Please report each line of the data below that contains "Grand".

◆ **Data supplied**
_ _ _
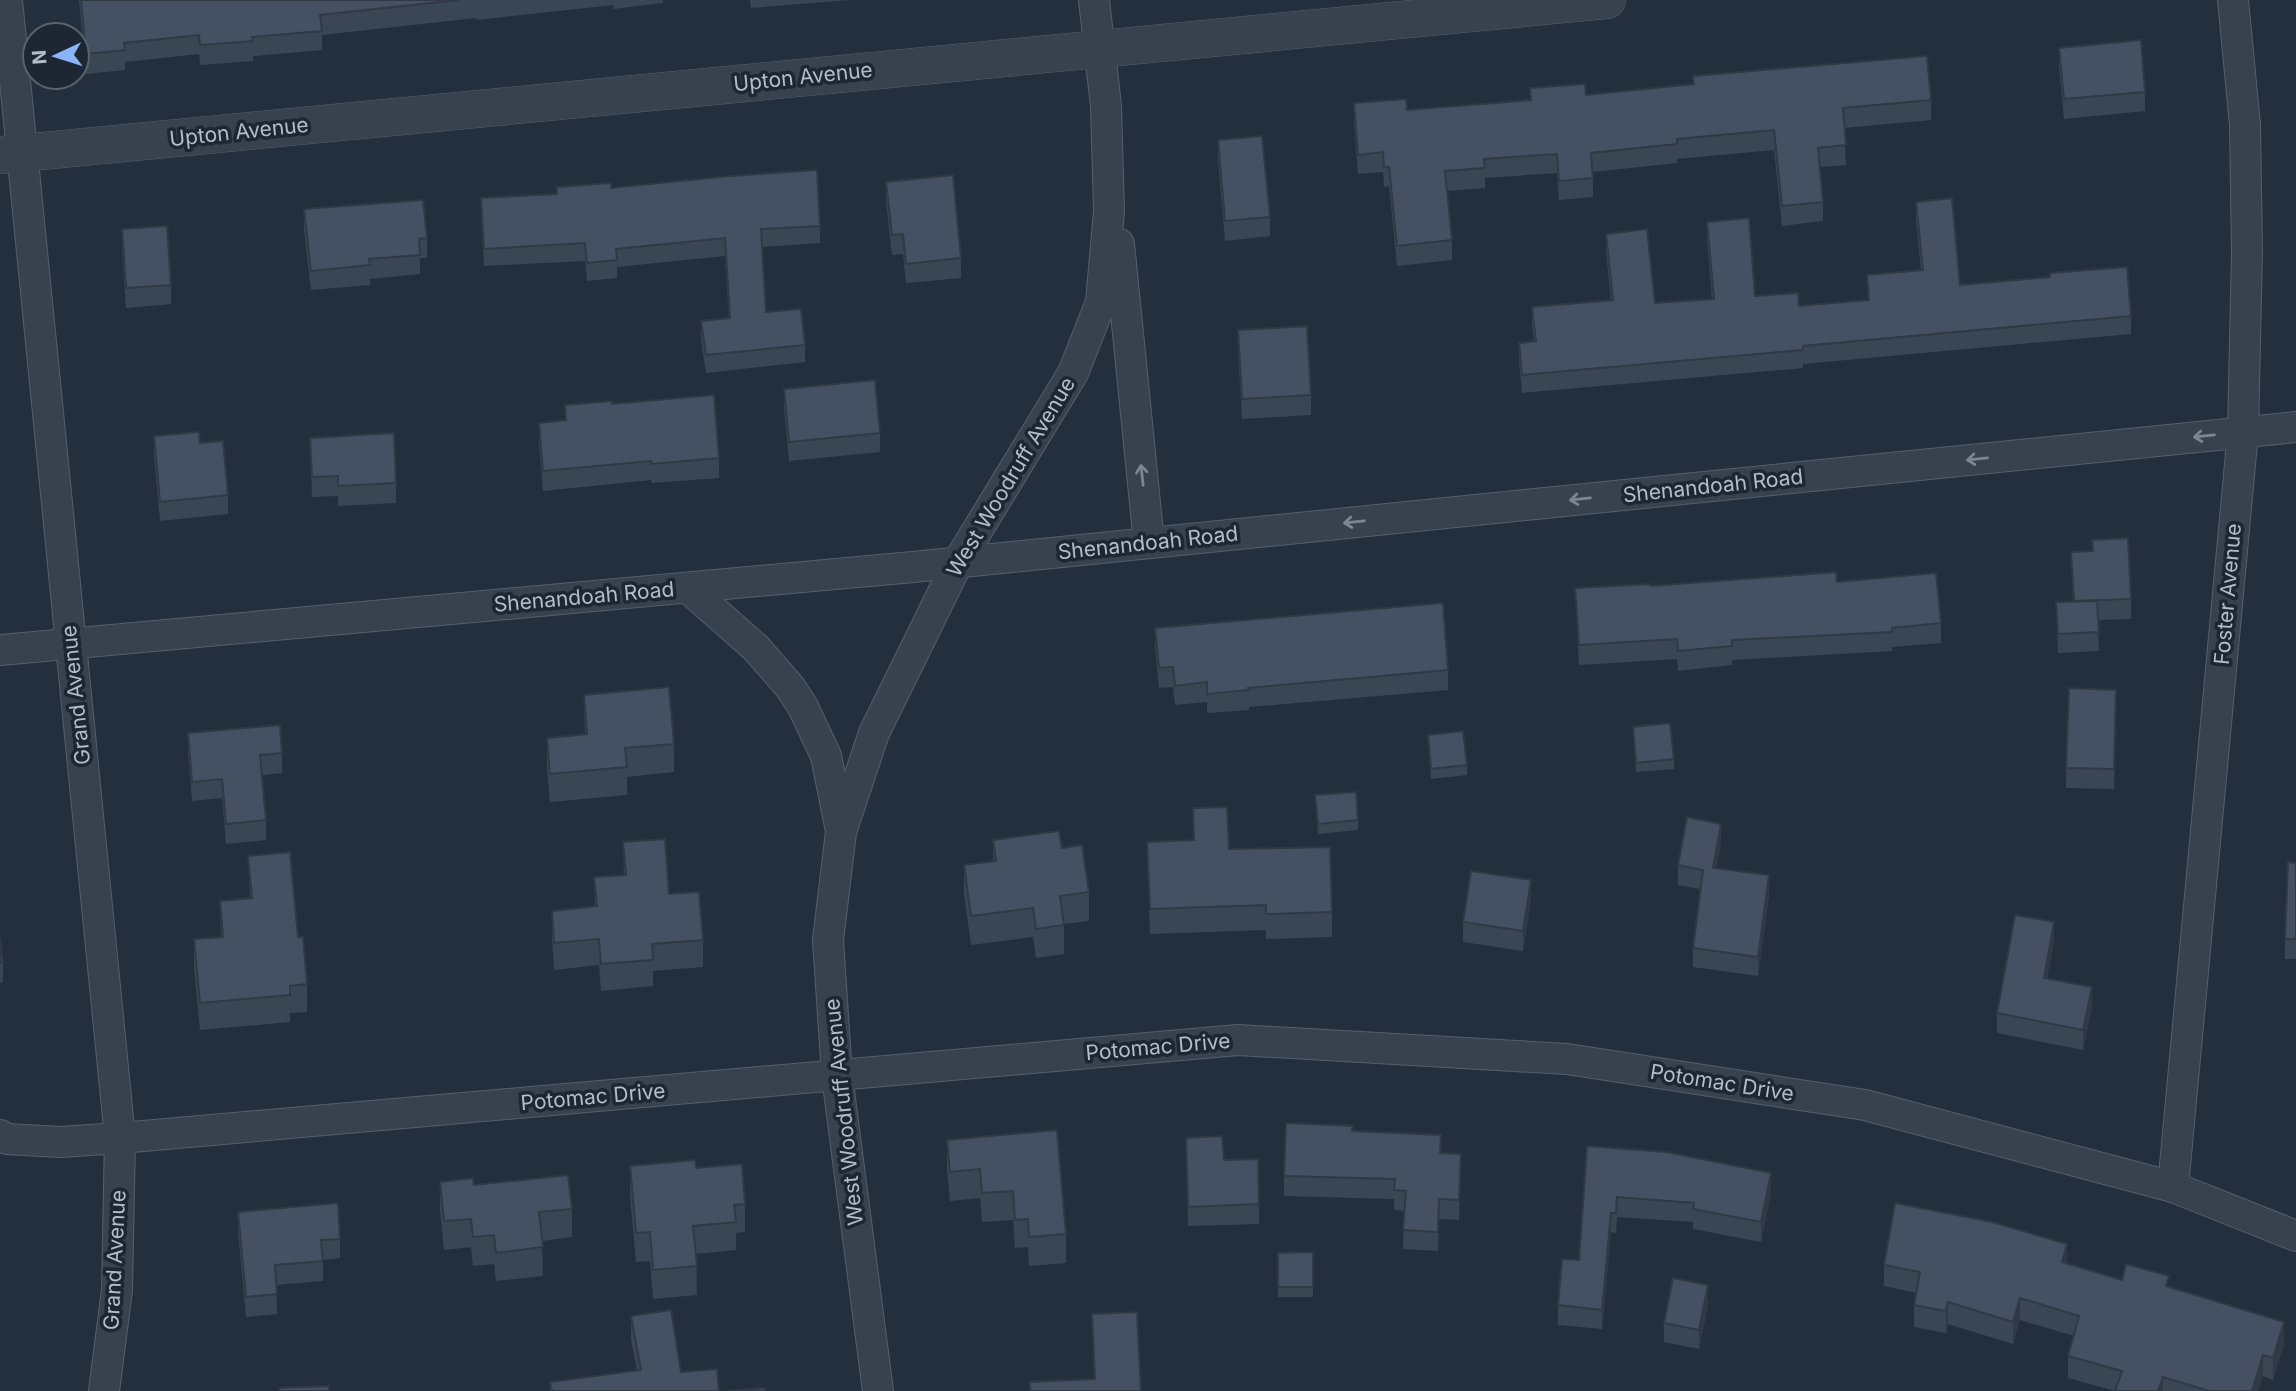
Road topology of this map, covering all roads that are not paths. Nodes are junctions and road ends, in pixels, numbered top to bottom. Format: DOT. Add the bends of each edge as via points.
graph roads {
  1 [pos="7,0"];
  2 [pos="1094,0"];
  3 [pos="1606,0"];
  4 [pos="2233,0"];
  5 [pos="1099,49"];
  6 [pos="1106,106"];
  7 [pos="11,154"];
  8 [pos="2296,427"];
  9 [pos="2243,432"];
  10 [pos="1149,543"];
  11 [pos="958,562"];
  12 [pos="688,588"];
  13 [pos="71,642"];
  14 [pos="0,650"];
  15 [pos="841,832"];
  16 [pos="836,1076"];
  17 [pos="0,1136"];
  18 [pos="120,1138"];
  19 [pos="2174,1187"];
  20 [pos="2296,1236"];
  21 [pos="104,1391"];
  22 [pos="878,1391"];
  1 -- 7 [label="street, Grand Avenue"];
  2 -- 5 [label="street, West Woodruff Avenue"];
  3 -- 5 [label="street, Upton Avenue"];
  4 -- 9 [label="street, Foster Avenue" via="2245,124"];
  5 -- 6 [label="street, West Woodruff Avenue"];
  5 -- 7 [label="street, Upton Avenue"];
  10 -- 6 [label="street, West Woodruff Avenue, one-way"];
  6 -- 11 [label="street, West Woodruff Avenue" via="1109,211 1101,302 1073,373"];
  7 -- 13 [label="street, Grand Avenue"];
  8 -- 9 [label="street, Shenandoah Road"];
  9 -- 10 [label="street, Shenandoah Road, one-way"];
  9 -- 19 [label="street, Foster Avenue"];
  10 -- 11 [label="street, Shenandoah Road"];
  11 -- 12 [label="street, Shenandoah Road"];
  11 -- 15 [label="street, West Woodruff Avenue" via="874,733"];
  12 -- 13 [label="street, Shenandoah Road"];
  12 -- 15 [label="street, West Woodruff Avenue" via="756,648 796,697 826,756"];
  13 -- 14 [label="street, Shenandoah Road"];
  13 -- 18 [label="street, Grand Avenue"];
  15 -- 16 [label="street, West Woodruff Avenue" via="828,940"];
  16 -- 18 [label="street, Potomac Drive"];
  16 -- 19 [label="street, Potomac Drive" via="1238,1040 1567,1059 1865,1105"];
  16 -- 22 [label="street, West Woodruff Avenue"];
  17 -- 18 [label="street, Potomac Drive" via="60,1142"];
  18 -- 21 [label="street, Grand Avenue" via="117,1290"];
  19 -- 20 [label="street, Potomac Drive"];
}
_ _ _
◆ **Output for this task**
  1 -- 7 [label="street, Grand Avenue"];
  7 -- 13 [label="street, Grand Avenue"];
  13 -- 18 [label="street, Grand Avenue"];
  18 -- 21 [label="street, Grand Avenue" via="117,1290"];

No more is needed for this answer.